SUPPLIED DATA
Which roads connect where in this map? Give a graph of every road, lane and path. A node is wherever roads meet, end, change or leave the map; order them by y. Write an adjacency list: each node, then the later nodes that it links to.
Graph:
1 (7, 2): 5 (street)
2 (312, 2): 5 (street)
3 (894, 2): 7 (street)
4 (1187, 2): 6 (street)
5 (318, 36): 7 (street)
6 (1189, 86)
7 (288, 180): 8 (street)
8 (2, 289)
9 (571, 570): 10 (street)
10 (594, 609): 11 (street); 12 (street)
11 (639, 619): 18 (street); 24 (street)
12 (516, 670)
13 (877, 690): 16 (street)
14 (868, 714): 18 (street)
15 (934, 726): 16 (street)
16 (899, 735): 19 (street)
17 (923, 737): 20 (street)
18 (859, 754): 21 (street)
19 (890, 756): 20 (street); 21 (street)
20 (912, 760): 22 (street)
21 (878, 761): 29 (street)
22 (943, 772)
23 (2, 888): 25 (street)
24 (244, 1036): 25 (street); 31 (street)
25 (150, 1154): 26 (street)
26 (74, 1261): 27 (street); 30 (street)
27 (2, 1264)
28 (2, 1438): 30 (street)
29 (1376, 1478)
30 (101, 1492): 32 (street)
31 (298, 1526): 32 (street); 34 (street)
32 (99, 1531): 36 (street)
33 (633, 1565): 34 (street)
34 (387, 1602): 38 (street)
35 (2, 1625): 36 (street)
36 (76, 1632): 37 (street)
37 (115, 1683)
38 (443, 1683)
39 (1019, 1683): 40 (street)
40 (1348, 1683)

WHAT YOU SHOULD DO
In full and without change, transcribe every line of the records above.

SOLVED PROBLEM
Which roads connect where in this map? Give a graph of every road, lane and path. A node is wherever roads meet, end, change or leave the map; order them by y. Write an adjacency list: each node, then the later nodes that it links to.
Graph:
1 (7, 2): 5 (street)
2 (312, 2): 5 (street)
3 (894, 2): 7 (street)
4 (1187, 2): 6 (street)
5 (318, 36): 7 (street)
6 (1189, 86)
7 (288, 180): 8 (street)
8 (2, 289)
9 (571, 570): 10 (street)
10 (594, 609): 11 (street); 12 (street)
11 (639, 619): 18 (street); 24 (street)
12 (516, 670)
13 (877, 690): 16 (street)
14 (868, 714): 18 (street)
15 (934, 726): 16 (street)
16 (899, 735): 19 (street)
17 (923, 737): 20 (street)
18 (859, 754): 21 (street)
19 (890, 756): 20 (street); 21 (street)
20 (912, 760): 22 (street)
21 (878, 761): 29 (street)
22 (943, 772)
23 (2, 888): 25 (street)
24 (244, 1036): 25 (street); 31 (street)
25 (150, 1154): 26 (street)
26 (74, 1261): 27 (street); 30 (street)
27 (2, 1264)
28 (2, 1438): 30 (street)
29 (1376, 1478)
30 (101, 1492): 32 (street)
31 (298, 1526): 32 (street); 34 (street)
32 (99, 1531): 36 (street)
33 (633, 1565): 34 (street)
34 (387, 1602): 38 (street)
35 (2, 1625): 36 (street)
36 (76, 1632): 37 (street)
37 (115, 1683)
38 (443, 1683)
39 (1019, 1683): 40 (street)
40 (1348, 1683)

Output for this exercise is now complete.